= Freddie Hughes =

American gospel singer-songwriter (1943–2022)

Fred Willie Hughes Jr. (August 20, 1943 – January 18, 2022) was an American gospel, soul, and R&B singer, perhaps best known for his 1968 song, "Send My Baby Back".

Hughes was born in Berkeley, California in 1943, and grew up in Oakland, California. As a singer, he began working professionally in vocal groups from Oakland in the mid-1950s. In his teens, he sang at the Ephesian Church of God in Christ in Berkeley.

The song "Send My Baby Back" (released through Wand Records) was written by Lonnie Hewitt and Ernest Marbray, and issued as a single in 1968, with "Where's My Baby" on the B-side. The single appeared on the U.S. Billboard R&B chart, peaking at No. 20 that year. It also charted on the Billboard Hot 100 peaking at No. 94.

In 1969, "Send My Baby Back" was recorded by jazz trumpeter Don Ellis, and appeared on his album The New Don Ellis Band Goes Underground.
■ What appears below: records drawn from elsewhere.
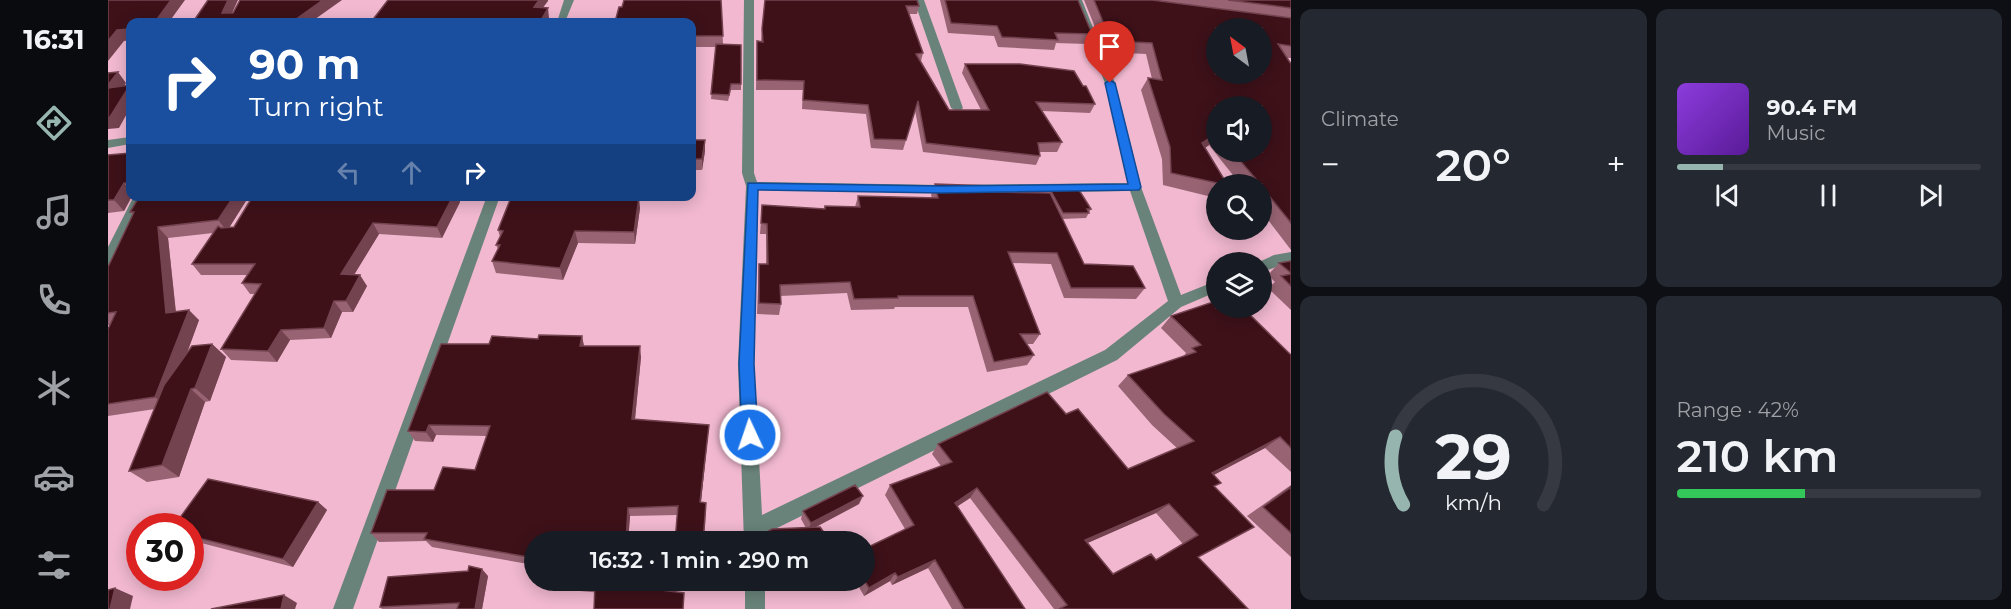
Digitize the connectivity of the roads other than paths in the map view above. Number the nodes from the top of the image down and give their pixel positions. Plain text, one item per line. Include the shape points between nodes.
1 (569, 0) edge
2 (749, 0) edge
3 (919, 0) edge
4 (1077, 0) edge
5 (562, 18) edge
6 (957, 108) edge
7 (126, 142) edge
8 (108, 144) edge
9 (752, 186) junction
10 (1135, 187) junction
11 (138, 201) edge
12 (492, 201) edge
13 (1291, 257) edge
14 (108, 261) edge
15 (1272, 264) edge
16 (1206, 290) edge
17 (1176, 303) junction
18 (754, 531) edge
19 (762, 531) edge
20 (755, 591) edge
21 (343, 609) edge
22 (755, 609) edge

1 - 5 street
2 - 9 street via 748,173
3 - 6 street
4 - 10 street via 1110,83
7 - 8 street
9 - 10 street
9 - 18 street via 746,364
10 - 17 street
11 - 14 street
12 - 21 street
13 - 15 street
16 - 17 street
17 - 19 street via 1111,354
20 - 22 street

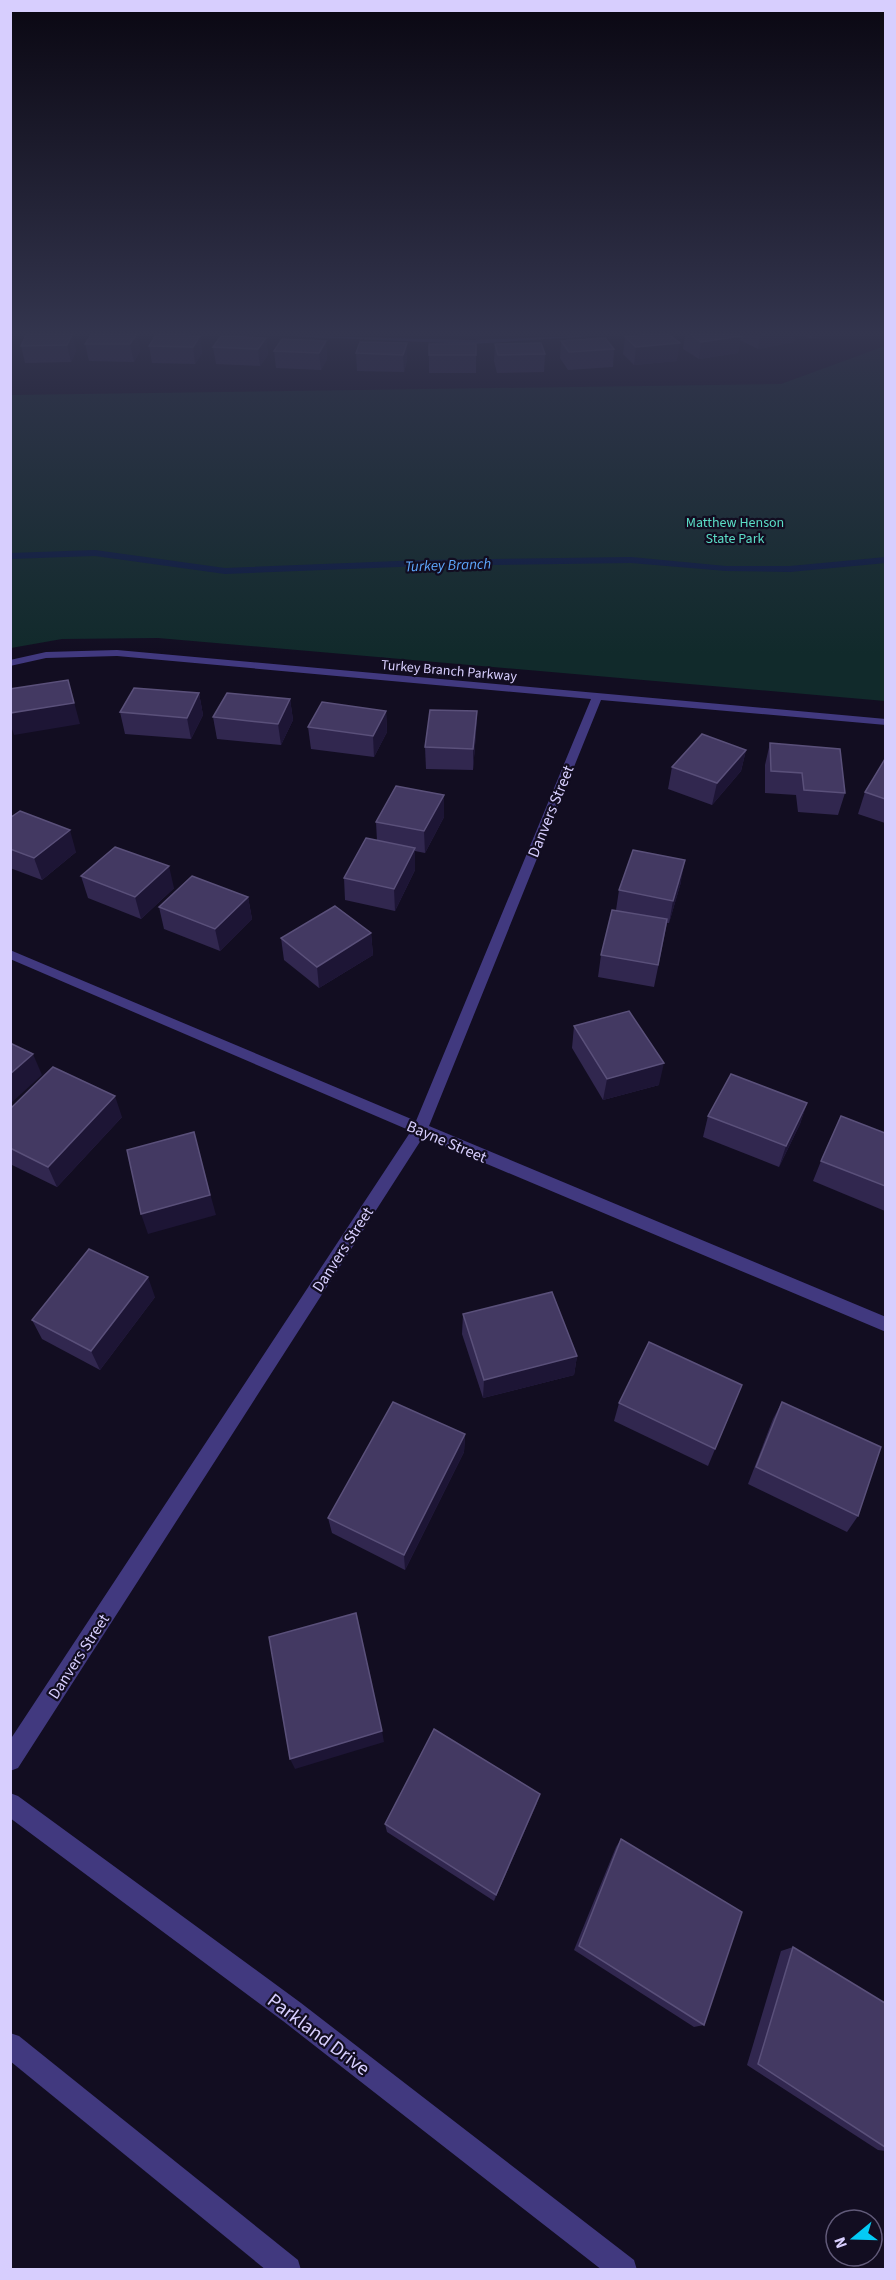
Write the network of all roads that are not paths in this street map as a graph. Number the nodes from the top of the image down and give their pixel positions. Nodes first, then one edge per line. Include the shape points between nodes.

"Send My Baby Back" was Hughes' only chart success, but he remained active and performed in numerous clubs right until his death.

In early January 2022, Hughes was hospitalized with pneumonia and COVID-19. He died on January 18, 2022, at age 78, from leukemia and COVID-19 complications at Kaiser Oakland Medical Center in Oakland, California.